Panelists at UT view N. Korea as the greater threat

One good reason not to go to war against Iraq is that it would take focus away from the more potent threat of North Korea, a University of Toledo professor said yesterday.

“I would say this is a far more serious problem than the situation in Iraq,” David Davis, a political science professor, said.

Dr. Davis was speaking as part of a panel discussion entitled “The North Korea Problem - Causes and Realities.”

He said that North Korean officials are fond of selling missiles, as evidenced in December by a shipment of Scud missiles that was intercepted on the way to Yemen, and that they could do the same with nuclear weapons.

North Korea, a country of 22 million people, has taken a series of steps in recent months to reactivate a nuclear weapons program that it promised to shut down as part of a 1994 agreement with the Clinton administration.

The country was included with Iraq and Iran as part of the “axis of evil” by President Bush.

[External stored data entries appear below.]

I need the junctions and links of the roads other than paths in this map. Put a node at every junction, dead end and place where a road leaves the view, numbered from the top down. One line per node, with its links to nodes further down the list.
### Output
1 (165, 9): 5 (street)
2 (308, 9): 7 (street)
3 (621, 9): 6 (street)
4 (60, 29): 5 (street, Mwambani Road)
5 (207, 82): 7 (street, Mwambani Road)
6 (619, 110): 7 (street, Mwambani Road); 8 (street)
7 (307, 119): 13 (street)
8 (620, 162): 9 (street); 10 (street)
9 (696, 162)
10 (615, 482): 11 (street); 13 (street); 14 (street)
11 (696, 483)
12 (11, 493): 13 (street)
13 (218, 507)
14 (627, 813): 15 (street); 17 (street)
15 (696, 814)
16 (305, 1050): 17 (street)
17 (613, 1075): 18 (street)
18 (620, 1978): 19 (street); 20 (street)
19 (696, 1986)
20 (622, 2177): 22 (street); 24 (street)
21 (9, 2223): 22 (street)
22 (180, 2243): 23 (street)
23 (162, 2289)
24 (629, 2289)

Dr. Davis said it likely has one or two nuclear bombs ready at this time, and it could have 10 within a year.

“It's largely a homegrown capability,” he said.

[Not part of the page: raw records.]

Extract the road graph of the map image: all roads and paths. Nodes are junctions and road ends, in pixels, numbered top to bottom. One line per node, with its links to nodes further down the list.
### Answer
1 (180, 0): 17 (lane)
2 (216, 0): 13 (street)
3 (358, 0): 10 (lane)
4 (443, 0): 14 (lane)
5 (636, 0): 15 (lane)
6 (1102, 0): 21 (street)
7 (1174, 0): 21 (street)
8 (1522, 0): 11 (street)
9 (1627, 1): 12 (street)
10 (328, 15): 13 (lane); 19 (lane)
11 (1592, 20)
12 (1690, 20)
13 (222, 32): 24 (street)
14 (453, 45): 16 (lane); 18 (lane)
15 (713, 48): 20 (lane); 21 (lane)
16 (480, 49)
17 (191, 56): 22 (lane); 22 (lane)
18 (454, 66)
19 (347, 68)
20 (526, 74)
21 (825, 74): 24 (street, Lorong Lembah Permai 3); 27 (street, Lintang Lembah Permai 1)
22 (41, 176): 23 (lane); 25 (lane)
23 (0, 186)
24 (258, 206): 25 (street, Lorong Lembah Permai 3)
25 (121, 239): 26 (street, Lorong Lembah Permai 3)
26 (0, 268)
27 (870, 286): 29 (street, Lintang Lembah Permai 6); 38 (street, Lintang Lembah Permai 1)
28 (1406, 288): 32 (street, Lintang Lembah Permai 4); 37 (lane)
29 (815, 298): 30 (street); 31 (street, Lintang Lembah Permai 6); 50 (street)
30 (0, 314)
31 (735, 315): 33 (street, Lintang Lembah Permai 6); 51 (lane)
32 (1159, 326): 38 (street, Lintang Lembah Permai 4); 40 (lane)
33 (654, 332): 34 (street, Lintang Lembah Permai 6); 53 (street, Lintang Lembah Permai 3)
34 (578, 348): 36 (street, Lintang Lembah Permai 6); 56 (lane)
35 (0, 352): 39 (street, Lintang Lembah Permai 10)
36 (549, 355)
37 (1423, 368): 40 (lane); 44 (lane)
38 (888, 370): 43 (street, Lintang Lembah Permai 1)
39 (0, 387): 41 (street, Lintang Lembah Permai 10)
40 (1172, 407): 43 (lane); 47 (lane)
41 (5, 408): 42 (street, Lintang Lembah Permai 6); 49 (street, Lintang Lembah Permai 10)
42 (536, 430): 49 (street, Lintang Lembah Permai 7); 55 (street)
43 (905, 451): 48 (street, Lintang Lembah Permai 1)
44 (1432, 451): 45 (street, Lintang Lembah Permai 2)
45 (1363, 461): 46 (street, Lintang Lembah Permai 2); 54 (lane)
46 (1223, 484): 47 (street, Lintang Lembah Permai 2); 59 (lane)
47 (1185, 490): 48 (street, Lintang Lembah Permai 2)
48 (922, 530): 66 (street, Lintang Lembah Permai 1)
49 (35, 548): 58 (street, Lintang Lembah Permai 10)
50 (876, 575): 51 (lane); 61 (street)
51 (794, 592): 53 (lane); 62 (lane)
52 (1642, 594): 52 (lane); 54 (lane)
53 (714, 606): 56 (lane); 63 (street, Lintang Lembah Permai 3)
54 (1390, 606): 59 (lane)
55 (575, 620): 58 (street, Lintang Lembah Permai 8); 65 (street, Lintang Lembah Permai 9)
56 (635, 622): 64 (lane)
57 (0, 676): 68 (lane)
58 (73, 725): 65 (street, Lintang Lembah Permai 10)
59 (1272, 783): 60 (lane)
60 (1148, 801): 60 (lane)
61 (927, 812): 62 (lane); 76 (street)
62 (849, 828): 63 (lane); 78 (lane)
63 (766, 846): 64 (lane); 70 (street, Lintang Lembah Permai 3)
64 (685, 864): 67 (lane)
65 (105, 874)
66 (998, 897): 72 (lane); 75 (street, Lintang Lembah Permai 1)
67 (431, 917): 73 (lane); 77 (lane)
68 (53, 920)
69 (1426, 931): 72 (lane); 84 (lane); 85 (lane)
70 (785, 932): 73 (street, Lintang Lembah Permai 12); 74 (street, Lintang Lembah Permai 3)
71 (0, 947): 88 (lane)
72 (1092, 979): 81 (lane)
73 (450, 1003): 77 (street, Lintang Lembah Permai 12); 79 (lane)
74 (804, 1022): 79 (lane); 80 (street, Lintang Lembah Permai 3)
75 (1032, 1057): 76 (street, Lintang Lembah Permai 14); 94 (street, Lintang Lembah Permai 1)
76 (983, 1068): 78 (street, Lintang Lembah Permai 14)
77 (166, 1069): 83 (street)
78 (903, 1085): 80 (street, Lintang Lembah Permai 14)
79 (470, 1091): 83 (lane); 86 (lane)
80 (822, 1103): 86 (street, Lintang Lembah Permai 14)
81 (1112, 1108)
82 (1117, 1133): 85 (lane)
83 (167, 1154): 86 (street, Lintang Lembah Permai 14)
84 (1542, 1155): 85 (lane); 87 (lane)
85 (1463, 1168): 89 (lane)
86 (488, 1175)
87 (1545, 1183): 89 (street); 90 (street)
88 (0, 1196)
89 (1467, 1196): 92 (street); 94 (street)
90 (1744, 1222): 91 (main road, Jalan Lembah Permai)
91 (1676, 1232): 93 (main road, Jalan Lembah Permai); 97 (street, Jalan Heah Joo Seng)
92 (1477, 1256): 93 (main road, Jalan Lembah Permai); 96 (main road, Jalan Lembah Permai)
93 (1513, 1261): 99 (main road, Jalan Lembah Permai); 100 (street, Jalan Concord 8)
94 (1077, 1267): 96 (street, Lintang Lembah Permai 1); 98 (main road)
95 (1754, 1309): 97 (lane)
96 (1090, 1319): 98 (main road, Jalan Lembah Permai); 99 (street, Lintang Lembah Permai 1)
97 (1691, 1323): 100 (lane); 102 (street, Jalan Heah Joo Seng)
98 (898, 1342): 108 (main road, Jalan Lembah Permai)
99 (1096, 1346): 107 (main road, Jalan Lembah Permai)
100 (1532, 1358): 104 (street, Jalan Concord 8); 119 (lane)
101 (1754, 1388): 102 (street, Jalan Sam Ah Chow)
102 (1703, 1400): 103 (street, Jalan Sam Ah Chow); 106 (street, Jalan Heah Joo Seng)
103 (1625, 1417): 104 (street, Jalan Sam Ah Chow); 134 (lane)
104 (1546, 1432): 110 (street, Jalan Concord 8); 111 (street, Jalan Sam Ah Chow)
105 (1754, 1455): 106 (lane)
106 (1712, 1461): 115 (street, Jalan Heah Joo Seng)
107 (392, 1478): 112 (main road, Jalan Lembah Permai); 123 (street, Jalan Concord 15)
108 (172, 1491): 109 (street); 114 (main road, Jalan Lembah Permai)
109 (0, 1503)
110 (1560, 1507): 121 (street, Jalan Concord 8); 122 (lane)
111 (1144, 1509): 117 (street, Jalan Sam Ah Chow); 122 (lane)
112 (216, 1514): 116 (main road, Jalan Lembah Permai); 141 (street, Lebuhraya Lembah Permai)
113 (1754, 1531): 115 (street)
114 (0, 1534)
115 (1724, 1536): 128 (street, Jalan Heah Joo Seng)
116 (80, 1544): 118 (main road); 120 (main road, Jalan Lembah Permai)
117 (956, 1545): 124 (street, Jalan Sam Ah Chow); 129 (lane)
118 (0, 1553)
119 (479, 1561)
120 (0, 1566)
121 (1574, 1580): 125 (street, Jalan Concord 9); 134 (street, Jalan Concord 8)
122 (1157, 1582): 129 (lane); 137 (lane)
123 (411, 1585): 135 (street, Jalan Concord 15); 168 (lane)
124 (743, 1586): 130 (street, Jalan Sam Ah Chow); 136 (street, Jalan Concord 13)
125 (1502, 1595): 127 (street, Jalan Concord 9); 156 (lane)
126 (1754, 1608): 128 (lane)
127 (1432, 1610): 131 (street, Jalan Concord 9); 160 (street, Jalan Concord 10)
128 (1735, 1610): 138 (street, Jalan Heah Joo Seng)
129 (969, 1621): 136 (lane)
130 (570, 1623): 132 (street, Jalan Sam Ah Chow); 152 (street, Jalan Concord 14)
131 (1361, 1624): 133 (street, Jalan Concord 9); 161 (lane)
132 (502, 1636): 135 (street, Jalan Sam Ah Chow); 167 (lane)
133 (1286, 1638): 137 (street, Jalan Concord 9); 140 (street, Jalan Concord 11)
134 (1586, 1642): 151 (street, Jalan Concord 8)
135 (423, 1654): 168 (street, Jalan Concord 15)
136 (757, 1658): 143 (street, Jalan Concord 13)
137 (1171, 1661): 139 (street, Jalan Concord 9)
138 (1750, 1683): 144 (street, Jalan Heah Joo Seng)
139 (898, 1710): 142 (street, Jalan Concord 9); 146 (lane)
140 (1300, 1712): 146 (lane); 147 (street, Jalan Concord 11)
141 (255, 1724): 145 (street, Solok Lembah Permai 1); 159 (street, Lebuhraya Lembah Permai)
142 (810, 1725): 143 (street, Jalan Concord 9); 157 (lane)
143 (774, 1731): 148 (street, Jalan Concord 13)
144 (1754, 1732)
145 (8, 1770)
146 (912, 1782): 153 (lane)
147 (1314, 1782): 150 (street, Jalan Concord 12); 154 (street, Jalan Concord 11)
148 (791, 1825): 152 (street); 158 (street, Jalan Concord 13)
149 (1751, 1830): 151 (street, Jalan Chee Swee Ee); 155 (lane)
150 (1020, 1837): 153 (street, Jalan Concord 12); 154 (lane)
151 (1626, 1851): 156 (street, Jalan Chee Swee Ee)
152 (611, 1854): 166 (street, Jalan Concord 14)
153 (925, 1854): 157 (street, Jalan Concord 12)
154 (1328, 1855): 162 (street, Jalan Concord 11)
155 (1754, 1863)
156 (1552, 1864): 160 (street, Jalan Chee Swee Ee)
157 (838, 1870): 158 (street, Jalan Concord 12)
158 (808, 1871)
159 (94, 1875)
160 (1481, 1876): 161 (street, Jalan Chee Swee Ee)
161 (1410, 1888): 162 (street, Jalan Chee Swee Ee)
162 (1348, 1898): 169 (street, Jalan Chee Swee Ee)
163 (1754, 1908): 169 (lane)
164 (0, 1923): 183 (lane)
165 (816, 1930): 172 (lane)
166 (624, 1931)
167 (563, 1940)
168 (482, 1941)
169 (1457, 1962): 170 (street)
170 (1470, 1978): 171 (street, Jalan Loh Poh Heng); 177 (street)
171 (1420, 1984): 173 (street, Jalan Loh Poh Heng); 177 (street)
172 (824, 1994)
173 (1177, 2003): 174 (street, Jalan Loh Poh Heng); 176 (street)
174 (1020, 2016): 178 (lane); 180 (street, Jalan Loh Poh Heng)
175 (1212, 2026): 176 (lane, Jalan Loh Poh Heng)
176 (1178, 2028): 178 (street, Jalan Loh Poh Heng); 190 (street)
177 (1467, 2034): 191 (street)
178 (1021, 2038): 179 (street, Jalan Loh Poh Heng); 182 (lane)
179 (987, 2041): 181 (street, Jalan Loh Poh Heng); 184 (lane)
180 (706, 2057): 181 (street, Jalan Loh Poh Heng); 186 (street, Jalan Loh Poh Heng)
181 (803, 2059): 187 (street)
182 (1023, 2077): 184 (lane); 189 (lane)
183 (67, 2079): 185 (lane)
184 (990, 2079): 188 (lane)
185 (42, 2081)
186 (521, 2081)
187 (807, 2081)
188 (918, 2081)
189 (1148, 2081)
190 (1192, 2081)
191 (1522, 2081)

Panelist Ken Kim, a UT professor of strategic and international management who was born in North Korea, said the country's people live under an oppressive tyranny by leader Kim Jong Il.

Dr. Kim described thousands of kidnappings ordered by top officials and acts of terrorism directed against South Korea over the years.

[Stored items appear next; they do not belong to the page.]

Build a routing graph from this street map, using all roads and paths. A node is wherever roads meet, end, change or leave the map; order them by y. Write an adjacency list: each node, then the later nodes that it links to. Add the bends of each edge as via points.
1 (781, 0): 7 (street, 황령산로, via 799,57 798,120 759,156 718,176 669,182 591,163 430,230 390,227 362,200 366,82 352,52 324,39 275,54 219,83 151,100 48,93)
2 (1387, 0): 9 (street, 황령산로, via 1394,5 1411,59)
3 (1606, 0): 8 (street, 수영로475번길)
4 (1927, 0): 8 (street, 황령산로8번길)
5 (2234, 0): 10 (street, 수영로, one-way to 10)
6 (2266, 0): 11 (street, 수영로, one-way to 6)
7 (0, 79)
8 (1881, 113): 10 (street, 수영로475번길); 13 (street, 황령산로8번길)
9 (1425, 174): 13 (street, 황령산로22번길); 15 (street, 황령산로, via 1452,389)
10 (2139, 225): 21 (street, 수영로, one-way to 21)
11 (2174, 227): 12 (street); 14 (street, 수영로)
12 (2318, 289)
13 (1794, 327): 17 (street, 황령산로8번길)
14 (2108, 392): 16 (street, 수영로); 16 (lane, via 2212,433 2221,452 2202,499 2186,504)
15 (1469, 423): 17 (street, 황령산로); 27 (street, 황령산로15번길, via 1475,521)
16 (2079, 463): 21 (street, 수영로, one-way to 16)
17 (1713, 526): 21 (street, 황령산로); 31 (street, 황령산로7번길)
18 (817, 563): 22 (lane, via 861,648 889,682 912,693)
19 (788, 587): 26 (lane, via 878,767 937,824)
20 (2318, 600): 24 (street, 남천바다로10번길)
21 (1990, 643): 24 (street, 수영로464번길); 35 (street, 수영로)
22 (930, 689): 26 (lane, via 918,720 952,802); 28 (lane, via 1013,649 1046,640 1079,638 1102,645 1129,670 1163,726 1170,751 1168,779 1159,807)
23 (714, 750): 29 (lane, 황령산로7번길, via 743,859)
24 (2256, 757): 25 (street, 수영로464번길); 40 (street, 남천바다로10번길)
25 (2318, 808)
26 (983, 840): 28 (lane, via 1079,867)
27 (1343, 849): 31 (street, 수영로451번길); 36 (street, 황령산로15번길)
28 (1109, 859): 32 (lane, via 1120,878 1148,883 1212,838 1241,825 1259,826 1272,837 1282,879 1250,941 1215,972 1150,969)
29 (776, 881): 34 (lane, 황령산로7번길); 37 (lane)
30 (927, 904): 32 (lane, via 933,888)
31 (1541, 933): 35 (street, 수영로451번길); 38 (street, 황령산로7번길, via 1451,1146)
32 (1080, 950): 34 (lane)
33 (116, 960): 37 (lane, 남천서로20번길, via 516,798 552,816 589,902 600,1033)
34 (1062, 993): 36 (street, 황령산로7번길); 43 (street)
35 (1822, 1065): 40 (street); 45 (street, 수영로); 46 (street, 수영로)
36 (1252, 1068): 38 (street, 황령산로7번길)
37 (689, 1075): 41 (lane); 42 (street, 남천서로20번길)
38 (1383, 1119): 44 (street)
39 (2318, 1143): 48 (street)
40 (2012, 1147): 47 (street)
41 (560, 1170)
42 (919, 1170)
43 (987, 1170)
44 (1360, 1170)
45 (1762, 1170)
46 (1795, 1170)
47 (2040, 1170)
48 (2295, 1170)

“If there's any evil country, North Korea is one,” he said.

He also detailed examples of the country's economic woes. Most citizens have no hope of ever owning a car, he said, and North Korea's main type of train still uses a steam engine.

The country entered a serious famine in the 1990s, and its economy remains inadequate, according to panelists.

“Even though the people are starving, Kim Jong Il will buy 20 Mercedes to give to generals,” Dr. Kim said.

When it comes to finding a solution to the problems facing North Korea and the threat it poses to the rest of the world, Dr. Davis is pessimistic.

“I see virtually no solution to this problem,” he said.